Damian Lewis is amazing as Henry VIII, and his performance captures Henry’s mixture of charisma, extreme vindictiveness, and astonishing self-absorption. The real Henry was known for being extremely charming, even to the end of his life, but the charm was mixed with a volcanic temper that got worse as Henry aged (and may have been exacerbated by a severe head injury). Lewis’s performance can shift from that charm to the deadly fury in a heartbeat. The show rather cleverly portrays Henry’s growing obesity and deteriorating health by having Lewis wear a lot of big puffy coats and limp with an impressively regal walking stick.

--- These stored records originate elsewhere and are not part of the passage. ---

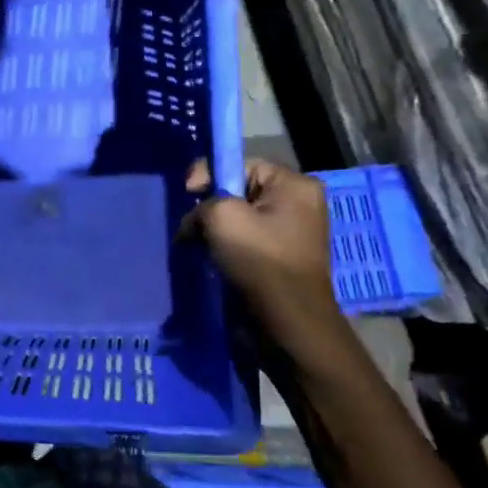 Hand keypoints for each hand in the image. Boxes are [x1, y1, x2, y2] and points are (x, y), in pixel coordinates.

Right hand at [180, 158, 341, 339]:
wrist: (287, 323)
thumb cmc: (260, 261)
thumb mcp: (222, 217)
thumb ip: (203, 202)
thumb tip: (197, 219)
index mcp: (295, 186)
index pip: (241, 164)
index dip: (210, 175)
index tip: (188, 195)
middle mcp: (299, 204)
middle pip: (239, 191)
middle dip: (210, 207)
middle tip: (192, 227)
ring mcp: (292, 232)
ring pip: (240, 217)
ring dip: (214, 230)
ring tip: (198, 246)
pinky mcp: (281, 257)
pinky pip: (247, 240)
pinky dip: (225, 246)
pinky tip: (211, 258)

Overall, I would say this and ANDOR were the best thing I saw in Winter/Spring 2025. I wouldn’t say THE MIRROR AND THE LIGHT is an accurate historical representation – in real life Cromwell was rather thuggish and grasping (though far more competent than his rivals and his master), and of necessity the plot simplifies historical events – but it’s just a superb historical drama.

Overall grade: A+

CONCLUSION

As a final note, I should say that of all the 2024 and 2025 shows and movies I mentioned here, the only one that I actually saw in the theater was THUNDERBOLTS. And I hadn’t planned to see it in theaters, but a family member unexpectedly bought tickets for it, so I went along.

Which I suppose is the movie industry’s biggest problem right now – the home viewing experience is often vastly superior to going to the theater. Like, the theater has the big screen and snacks, but at home you can have a pretty nice set up, and you can pause whenever you want, go to the bathroom, and get snacks for much more cheaply. That’s just much more comfortable than the movie theater.

Additionally, going to the theater has the same serious problem as booking a flight, in that you’re in an enclosed space with complete strangers for several hours, which means you’re in a potential trust fall with idiots. Like, all it takes is one person behaving badly or trying to bring their fake service dog to ruin or even cancel a flight, and the theater experience has the same problem, especially since standards for acceptable public behavior have dropped so much from a combination of widespread smartphone adoption and COVID.

The difference is between the movie industry and the airline industry is that if you absolutely have to get from New York to Los Angeles in a single day, you have no choice but to book a flight and hope for the best. But if you want to see a movie and are willing to exercise some patience, you just have to wait a few months for it to turn up on streaming.

I’m not sure how the movie industry can battle that.

-JM

2 thoughts on “Winter/Spring 2025 Movie Roundup

  • Mary Catelli

    I read the Thunderbolts comic. Its opening years were great — and completely unrelated to the movie.

    Reply
    • Jonathan Moeller

      I vaguely recall a Thunderbolts comic, but I have to admit I never really got into comics.